▶ _What you should do_:
Search the data for the word "mouth" and copy every line that contains it.

Entries taken from a collection
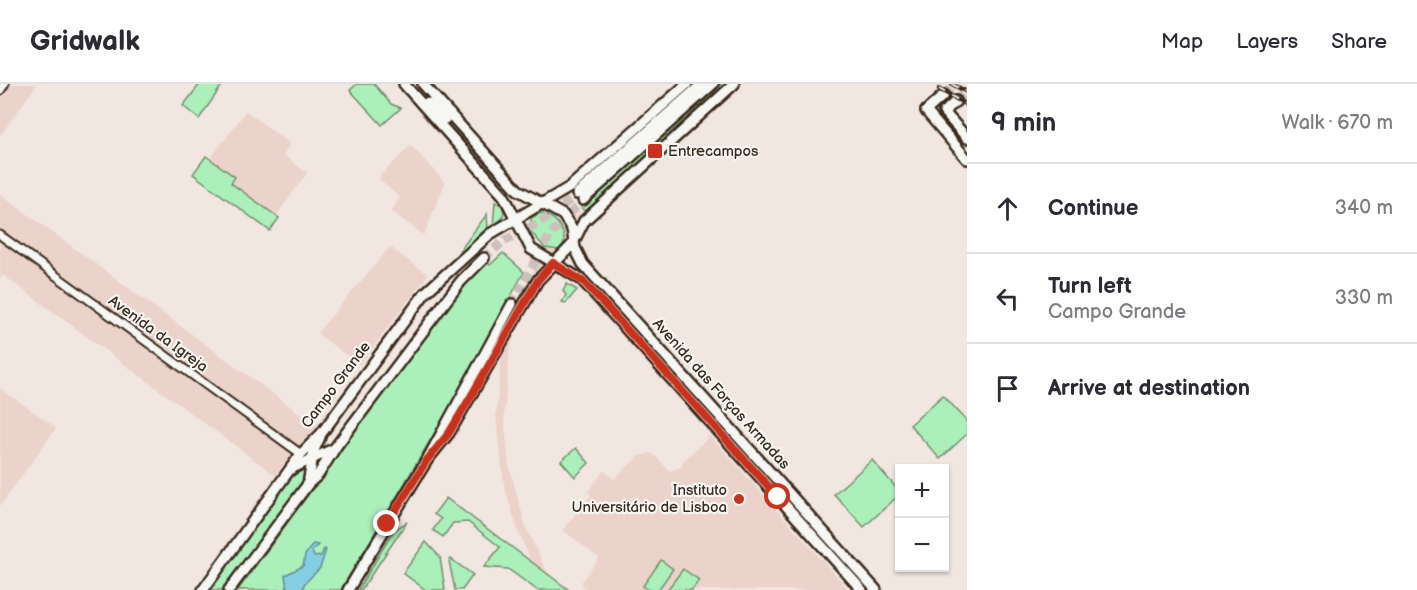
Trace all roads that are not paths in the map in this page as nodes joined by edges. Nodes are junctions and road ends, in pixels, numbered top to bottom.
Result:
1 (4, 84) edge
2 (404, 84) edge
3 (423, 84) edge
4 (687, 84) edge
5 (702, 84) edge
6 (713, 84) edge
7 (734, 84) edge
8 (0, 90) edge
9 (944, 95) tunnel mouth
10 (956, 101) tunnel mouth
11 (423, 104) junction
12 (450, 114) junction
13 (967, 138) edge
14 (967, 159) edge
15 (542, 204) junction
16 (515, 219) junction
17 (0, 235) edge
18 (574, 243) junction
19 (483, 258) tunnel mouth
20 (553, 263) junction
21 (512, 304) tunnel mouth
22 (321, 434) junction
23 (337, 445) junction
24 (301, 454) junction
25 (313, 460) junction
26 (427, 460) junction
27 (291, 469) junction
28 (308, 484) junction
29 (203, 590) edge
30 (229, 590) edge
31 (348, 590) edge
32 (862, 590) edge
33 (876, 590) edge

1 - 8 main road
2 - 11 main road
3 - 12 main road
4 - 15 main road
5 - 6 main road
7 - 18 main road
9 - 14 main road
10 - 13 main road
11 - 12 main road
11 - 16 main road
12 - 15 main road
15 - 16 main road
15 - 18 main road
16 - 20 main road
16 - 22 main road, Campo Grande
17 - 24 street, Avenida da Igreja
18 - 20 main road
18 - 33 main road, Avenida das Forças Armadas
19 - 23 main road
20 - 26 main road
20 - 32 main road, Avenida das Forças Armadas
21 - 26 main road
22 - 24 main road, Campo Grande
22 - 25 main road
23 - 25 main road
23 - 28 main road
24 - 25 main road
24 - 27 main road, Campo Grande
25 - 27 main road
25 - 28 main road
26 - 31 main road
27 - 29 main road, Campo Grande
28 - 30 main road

▶ _Completed exercise_:
9 (944, 95) tunnel mouth
10 (956, 101) tunnel mouth
19 (483, 258) tunnel mouth
21 (512, 304) tunnel mouth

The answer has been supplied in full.